#### Problem to work on
Consider the material that follows. How many of its lines contain "Persekutuan"? Reply with the number alone.

#### Data
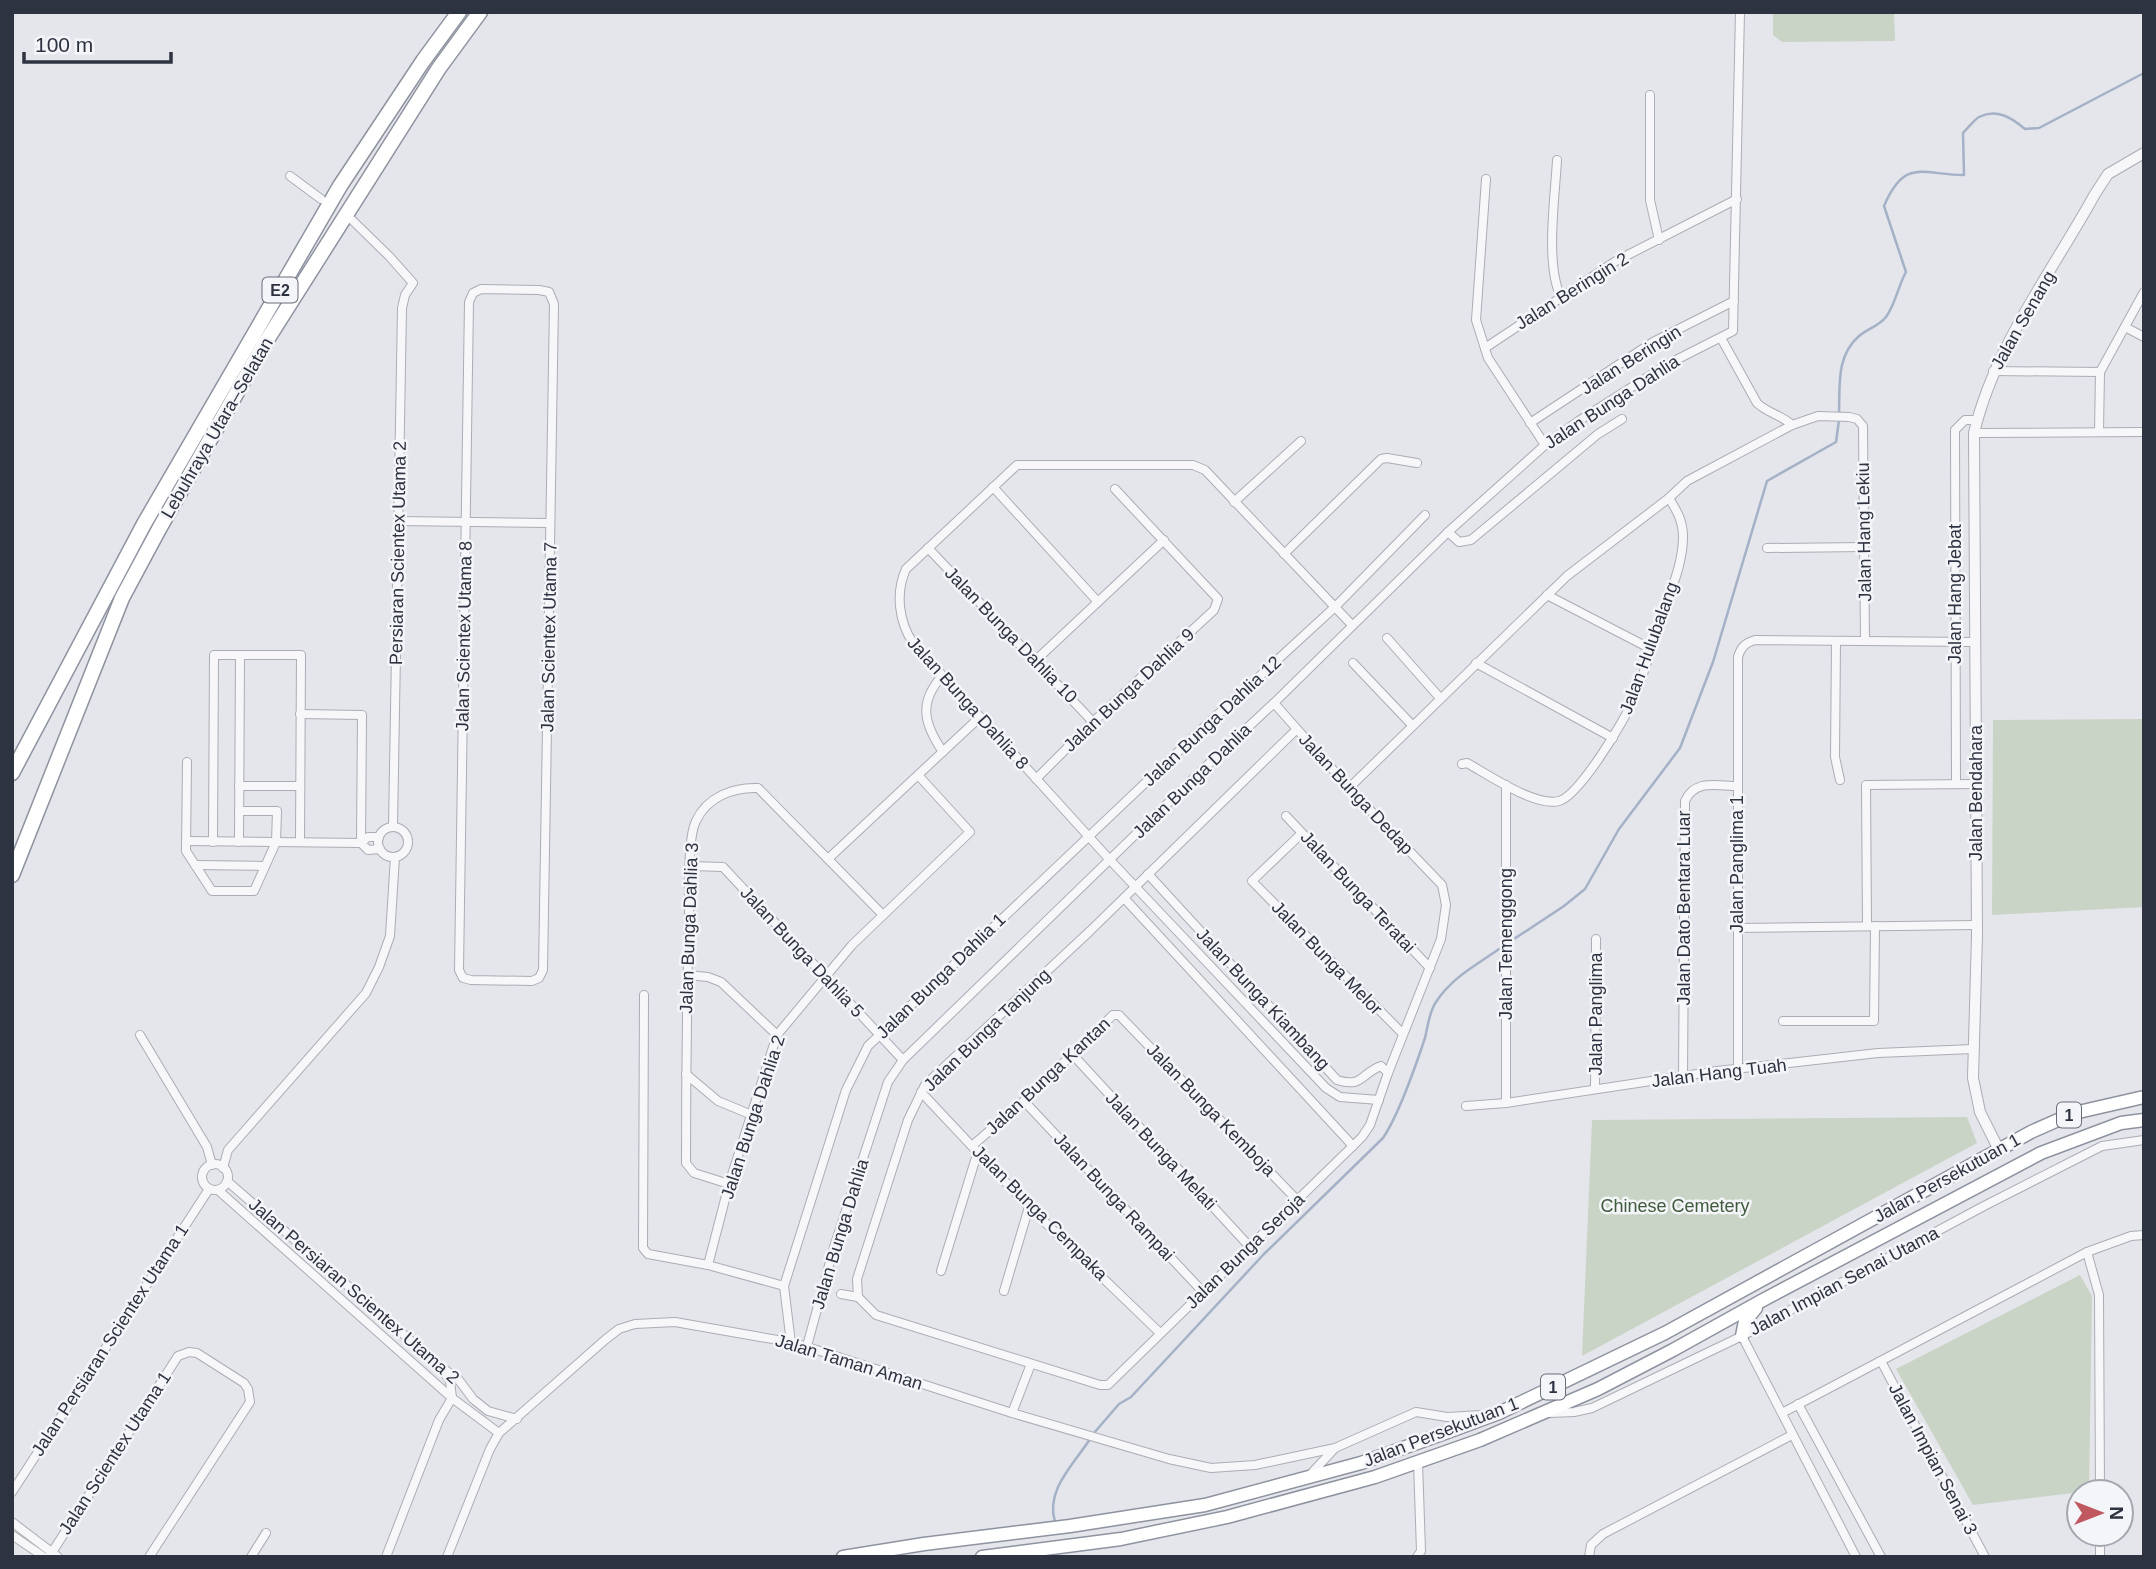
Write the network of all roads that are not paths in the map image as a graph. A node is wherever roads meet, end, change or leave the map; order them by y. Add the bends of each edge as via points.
1 (459, 12) edge
2 (480, 12) edge
3 (1740, 12) edge
4 (1650, 94) dead end
5 (2144, 153) edge
6 (1557, 160) dead end
7 (289, 176) dead end
8 (1486, 179) dead end
9 (321, 199) dead end
10 (1737, 200) junction
11 (350, 218) dead end
12 (1659, 240) junction
13 (2144, 292) edge
14 (1560, 297) junction
15 (1734, 301) junction
16 (469, 302) joint
17 (2124, 327) junction
18 (2144, 337) edge
19 (1721, 338) junction
20 (1485, 348) junction
21 (1993, 371) junction
22 (2100, 372) junction
23 (1622, 419) dead end
24 (1977, 420) junction
25 (1530, 423) junction
26 (1792, 425) junction
27 (2099, 432) junction
28 (2144, 432) edge
29 (1974, 433) junction
30 (1301, 441) dead end
31 (1545, 445) junction
32 (1417, 463) dead end
33 (993, 487) junction
34 (1115, 489) dead end
35 (1669, 498) junction
36 (1234, 502) junction
37 (1425, 514) dead end
38 (398, 521) junction
39 (466, 522) junction
40 (550, 523) junction
41 (1448, 532) junction
42 (1164, 540) junction
43 (1864, 547) junction
44 (928, 548) junction
45 (1767, 548) dead end
46 (1284, 554) junction
47 (1547, 595) junction
48 (1098, 602) junction
49 (1336, 607) junction
50 (1353, 625) junction
51 (1387, 638) dead end
52 (1836, 641) junction
53 (1865, 641) junction
54 (1956, 641) junction
55 (1975, 642) junction
56 (1651, 649) junction
57 (240, 655) junction
58 (1035, 660) junction
59 (1353, 663) dead end
60 (1476, 663) junction
61 (942, 676) junction
62 (1440, 698) junction
63 (1274, 703) junction
64 (300, 714) junction
65 (980, 718) junction
66 (1093, 722) junction
67 (1412, 726) junction
68 (1296, 730) junction
69 (1613, 738) junction
70 (943, 752) junction
71 (187, 762) dead end
72 (1462, 764) dead end
73 (12, 773) edge
74 (918, 775) junction
75 (1036, 779) junction
76 (1840, 780) dead end
77 (1956, 784) junction
78 (1975, 784) junction
79 (1506, 785) junction
80 (239, 786) junction
81 (300, 786) junction
82 (1738, 786) junction
83 (1349, 788) junction
84 (239, 811) junction
85 (1286, 816) dead end
86 (393, 826) junction
87 (1302, 832) junction
88 (379, 837) junction
89 (1088, 837) junction
90 (186, 841) junction
91 (213, 842) junction
92 (239, 842) junction
93 (276, 842) junction
94 (300, 842) junction
95 (361, 843) junction
96 (380, 849) junction
97 (395, 857) junction
98 (828, 859) junction
99 (1110, 860) junction
100 (195, 865) junction
101 (265, 866) junction
102 (691, 866) junction
103 (1148, 874) junction
104 (12, 875) edge
105 (1440, 883) joint
106 (1135, 887) junction
107 (1124, 898) junction
108 (883, 915) junction
109 (1976, 925) junction
110 (1871, 926) junction
111 (1737, 928) junction
112 (1596, 939) dead end
113 (1430, 968) junction
114 (543, 970) joint
115 (825, 974) junction
116 (688, 975) junction
117 (644, 995) dead end
118 (1125, 1019) joint
119 (1783, 1021) dead end
120 (879, 1034) junction
121 (1402, 1034) junction
122 (140, 1035) dead end
123 (777, 1035) junction
124 (1973, 1049) junction
125 (1073, 1055) junction
126 (903, 1060) junction
127 (1738, 1070) junction
128 (1388, 1073) junction
129 (686, 1074) junction
130 (1683, 1076) junction
131 (1595, 1088) junction
132 (921, 1092) junction
133 (2144, 1097) edge
134 (1379, 1100) junction
135 (1024, 1101) junction
136 (1506, 1103) junction
137 (1466, 1106) dead end
138 (752, 1115) junction
139 (2144, 1120) edge
140 (2144, 1140) edge
141 (1353, 1146) junction
142 (976, 1148) junction
143 (1998, 1148) junction
144 (212, 1165) junction
145 (223, 1168) junction
146 (227, 1181) junction
147 (729, 1184) junction
148 (214, 1189) junction
149 (1297, 1200) junction
150 (1030, 1207) junction
151 (2144, 1234) edge
152 (1250, 1247) junction
153 (2087, 1252) junction
154 (708, 1265) junction
155 (941, 1271) dead end
156 (784, 1286) junction
157 (1004, 1291) dead end
158 (1203, 1293) junction
159 (841, 1294) dead end
160 (858, 1297) junction
161 (1763, 1300) junction
162 (1160, 1333) junction
163 (1742, 1336) junction
164 (791, 1343) junction
165 (807, 1346) junction
166 (1881, 1361) junction
167 (1031, 1364) junction
168 (440, 1366) junction
169 (452, 1398) junction
170 (1798, 1404) junction
171 (1012, 1413) junction
172 (1499, 1413) junction
173 (1541, 1413) junction
174 (1782, 1413) junction
175 (517, 1419) junction
176 (499, 1433) junction
177 (1793, 1435) junction
178 (1335, 1448) junction
179 (1419, 1462) junction
180 (1309, 1476) junction
181 (2100, 1478) edge
182 (12, 1492) edge
183 (12, 1522) edge
184 (266, 1533) dead end
185 (12, 1535) edge
186 (1420, 1555) edge
187 (50, 1556) edge
188 (149, 1557) edge
189 (251, 1557) edge
190 (386, 1557) edge
191 (448, 1557) edge
192 (843, 1557) edge
193 (982, 1557) edge
194 (1589, 1557) edge
195 (1856, 1557) edge
196 (1881, 1557) edge
197 (1985, 1557) edge

1 - 73 highway, Lebuhraya Utara–Selatan / E2 via 327,210 144,524
2 - 104 highway, Lebuhraya Utara–Selatan / E2 via 439,68 265,343 153,540 122,598
3 - 10 street
4 - 12 street via 1650,200
5 - 21 street, Jalan Senang via 2108,174
6 - 14 street via 1553,267
7 - 9 street
8 - 20 street via 1476,320
10 - 12 street, Jalan Beringin 2
10 - 15 street
11 - 38 street, Persiaran Scientex Utama 2 via 413,283 402,308
12 - 14 street, Jalan Beringin 2
13 - 17 street
14 - 20 street, Jalan Beringin 2
15 - 19 street, Jalan Bunga Dahlia via 1735,328
15 - 25 street, Jalan Beringin via 1653,342
16 - 39 street, Jalan Scientex Utama 8
16 - 40 street, Jalan Scientex Utama 7 via 481,289 539,290 549,292 554,304
17 - 18 street
17 - 22 street
19 - 26 street via 1757,403
19 - 31 street, Jalan Bunga Dahlia via 1668,364
20 - 25 street
21 - 22 street
21 - 24 street, Jalan Senang
22 - 27 street
23 - 41 street via 1598,433 1471,540 1459,542
24 - 29 street, Jalan Senang
24 - 54 street, Jalan Hang Jebat via 1965,421 1955,430
25 - 31 street
26 - 35 street via 1687,481
26 - 43 street, Jalan Hang Lekiu via 1818,416 1849,417 1862,424
27 - 28 street
27 - 29 street
29 - 55 street, Jalan Bendahara
30 - 36 street
31 - 41 street, Jalan Bunga Dahlia
32 - 46 street via 1381,459
33 - 36 street, Jalan Bunga Dahlia 8 via 1017,465 1193,465 1205,470
33 - 44 street, Jalan Bunga Dahlia 8
33 - 48 street
34 - 42 street
35 - 47 street
35 - 56 street, Jalan Hulubalang via 1680,517 1683,540
36 - 46 street, Jalan Bunga Dahlia 8
37 - 49 street, Jalan Bunga Dahlia 12
38 - 39 street
38 - 86 street, Persiaran Scientex Utama 2
39 - 40 street
39 - 114 street, Jalan Scientex Utama 8 via 459,970 463,978 471,980 532,981
40 - 114 street, Jalan Scientex Utama 7
41 - 50 street, Jalan Bunga Dahlia
42 - 48 street
42 - 66 street, Jalan Bunga Dahlia 9 via 1218,599 1214,610
43 - 45 street
43 - 53 street, Jalan Hang Lekiu
44 - 58 street, Jalan Bunga Dahlia 10
44 - 61 street, Jalan Bunga Dahlia 8 via 906,569 900,611 904,631
46 - 49 street, Jalan Bunga Dahlia 8
47 - 56 street
47 - 60 street
48 - 58 street
49 - 50 street, Jalan Bunga Dahlia 8
49 - 89 street, Jalan Bunga Dahlia 12
50 - 63 street, Jalan Bunga Dahlia
51 - 62 street
52 - 53 street
52 - 76 street via 1835,757
52 - 82 street, Jalan Panglima 1 via 1755,640 1744,644 1738,657
53 - 54 street
54 - 55 street
54 - 77 street, Jalan Hang Jebat
55 - 78 street, Jalan Bendahara
56 - 69 street, Jalan Hulubalang via 1634,699
57 - 64 street via 301,655
57 - 80 street
57 - 91 street via 214,654
58 - 66 street, Jalan Bunga Dahlia 10
59 - 67 street
60 - 62 street
60 - 69 street
61 - 65 street, Jalan Bunga Dahlia 8
61 - 70 street via 927,696 926,713
62 - 67 street
63 - 68 street, Jalan Bunga Dedap
63 - 99 street, Jalan Bunga Dahlia
64 - 81 street
64 - 95 street via 362,715
65 - 70 street
65 - 75 street, Jalan Bunga Dahlia 8
66 - 75 street, Jalan Bunga Dahlia 9
67 - 83 street
68 - 83 street, Jalan Bunga Dedap
68 - 103 street, Jalan Bunga Tanjung
69 - 79 street, Jalan Hulubalang via 1563,800 1539,800
70 - 74 street
71 - 90 street
72 - 79 street
74 - 98 street
74 - 108 street, Jalan Bunga Dahlia 2 via 970,832
75 - 89 street, Jalan Bunga Dahlia 8
77 - 78 street
77 - 110 street via 1866,785
78 - 109 street, Jalan Bendahara
79 - 136 street, Jalan Temenggong
80 - 81 street
80 - 84 street
81 - 94 street
82 - 111 street, Jalan Panglima 1
82 - 130 street, Jalan Dato Bentara Luar via 1699,786 1689,791 1685,801
83 - 105 street, Jalan Bunga Dedap
84 - 92 street
84 - 93 street via 277,811
85 - 87 street, Jalan Bunga Teratai
86 - 88 street
86 - 97 street via 406,832 409,840 408,848
87 - 113 street, Jalan Bunga Teratai
87 - 121 street, Jalan Bunga Melor via 1252,881
88 - 95 street
88 - 96 street
89 - 99 street, Jalan Bunga Dahlia 8
89 - 120 street, Jalan Bunga Dahlia 1
90 - 91 street
90 - 100 street
91 - 92 street
92 - 93 street
93 - 94 street
93 - 101 street
94 - 95 street
95 - 96 street via 368,850
96 - 97 street
97 - 145 street via 390,936 366,993 228,1150
98 - 102 street, Jalan Bunga Dahlia 3 via 758,788 740,787 703,810 692,832
98 - 108 street, Jalan Bunga Dahlia 3
99 - 106 street, Jalan Bunga Dahlia 8
99 - 126 street, Jalan Bunga Dahlia
100 - 101 street
100 - 101 street via 212,891 254,891
102 - 115 street, Jalan Bunga Dahlia 5 via 723,867
102 - 116 street, Jalan Bunga Dahlia 3
103 - 106 street, Jalan Bunga Tanjung
103 - 128 street, Jalan Bunga Kiambang via 1337,1080 1359,1082 1381,1066
105 - 113 street, Jalan Bunga Seroja via 1445,919
106 - 107 street, Jalan Bunga Tanjung
106 - 134 street, Jalan Bunga Dahlia 8 via 1326,1088 1340,1097
107 - 132 street, Jalan Bunga Tanjung
107 - 141 street, Jalan Bunga Kiambang
108 - 115 street, Jalan Bunga Dahlia 2
109 - 110 street
109 - 124 street, Jalan Bendahara
110 - 111 street
110 - 119 street via 1874,1021
111 - 127 street, Jalan Panglima 1
112 - 131 street, Jalan Panglima
113 - 121 street, Jalan Bunga Seroja
115 - 120 street, Jalan Bunga Dahlia 5
115 - 123 street, Jalan Bunga Dahlia 2
116 - 123 street via 720,982
116 - 129 street, Jalan Bunga Dahlia 3
117 - 154 street via 643,1248 648,1254
118 - 125 street, Jalan Bunga Kantan via 1113,1015
118 - 149 street, Jalan Bunga Kemboja
120 - 126 street, Jalan Bunga Dahlia 5
120 - 156 street, Jalan Bunga Dahlia 1 via 846,1090
121 - 128 street, Jalan Bunga Seroja
122 - 144 street via 207,1147
123 - 138 street, Jalan Bunga Dahlia 2
124 - 127 street, Jalan Hang Tuah via 1878,1053
124 - 143 street, Jalan Bendahara via 1978,1106
125 - 135 street, Jalan Bunga Kantan
125 - 152 street, Jalan Bunga Melati
126 - 165 street, Jalan Bunga Dahlia via 888,1082
127 - 130 street, Jalan Hang Tuah
128 - 134 street, Jalan Bunga Seroja
129 - 138 street via 718,1101
129 - 147 street, Jalan Bunga Dahlia 3 via 687,1163 694,1172
130 - 131 street, Jalan Hang Tuah
131 - 136 street, Jalan Hang Tuah
132 - 142 street, Jalan Bunga Cempaka
132 - 160 street, Jalan Bunga Tanjung via 908,1119 857,1279
133 - 143 highway, Jalan Persekutuan 1 / 1 via 2074,1113
134 - 141 street, Jalan Bunga Seroja via 1370,1125
135 - 142 street, Jalan Bunga Kantan
135 - 158 street, Jalan Bunga Rampai
136 - 137 street, Jalan Hang Tuah
138 - 147 street, Jalan Bunga Dahlia 2
139 - 161 highway, Jalan Persekutuan 1 / 1 via 2121,1123 2041,1153
140 - 163 street, Jalan Impian Senai Utama via 2102,1146
141 - 149 street, Jalan Bunga Seroja
142 - 150 street, Jalan Bunga Cempaka
142 - 155 street
143 - 172 highway, Jalan Persekutuan 1 / 1 via 1665,1333
144 - 145 street
144 - 148 street via 202,1174 202,1181
145 - 146 street
146 - 148 street
146 - 168 street, Jalan Persiaran Scientex Utama 2
147 - 154 street, Jalan Bunga Dahlia 2
148 - 169 street, Jalan Persiaran Scientex Utama 2
148 - 182 street, Jalan Persiaran Scientex Utama 1
149 - 152 street, Jalan Bunga Seroja
150 - 157 street
150 - 162 street, Jalan Bunga Cempaka
151 - 153 street
152 - 158 street, Jalan Bunga Seroja
153 - 166 street
153 - 181 street via 2099,1295
154 - 156 street
156 - 164 street, Jalan Bunga Dahlia 1
158 - 162 street, Jalan Bunga Seroja
159 - 160 street
160 - 167 street, Jalan Bunga Seroja via 876,1315
161 - 163 highway via 1745,1321
161 - 173 highway, Jalan Persekutuan 1 / 1 via 1663,1356
162 - 167 street, Jalan Bunga Seroja via 1108,1385
163 - 173 street, Jalan Impian Senai Utama via 1592,1408
163 - 174 street
164 - 165 street, Jalan Taman Aman
164 - 175 street, Jalan Taman Aman via 675,1322 635,1324 606,1339
165 - 171 street, Jalan Taman Aman
166 - 170 street
166 - 197 street, Jalan Impian Senai 3
167 - 171 street
168 - 169 street via 450,1381
168 - 175 street, Jalan Persiaran Scientex Utama 2 via 488,1411
169 - 176 street, Jalan Persiaran Scientex Utama 2
169 - 190 street via 439,1420
170 - 174 street
170 - 196 street
171 - 178 street, Jalan Taman Aman via 1211,1468 1255,1465
172 - 178 street via 1463,1417 1416,1412
172 - 180 highway, Jalan Persekutuan 1 / 1 via 1361,1463
173 - 179 highway, Jalan Persekutuan 1 / 1
174 - 177 street
175 - 176 street, Jalan Taman Aman
176 - 191 street, Jalan Taman Aman
177 - 194 street via 1602,1534 1591,1545
177 - 195 street
178 - 180 street
179 - 186 street
179 - 193 highway, Jalan Persekutuan 1 / 1 via 1227,1517 1121,1539
180 - 192 highway, Jalan Persekutuan 1 / 1 via 1205,1505
183 - 187 street
184 - 189 street
185 - 187 street
187 - 188 street, Jalan Scientex Utama 1 via 178,1356 197,1353 244,1383 250,1395 247,1408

#### Your solution
8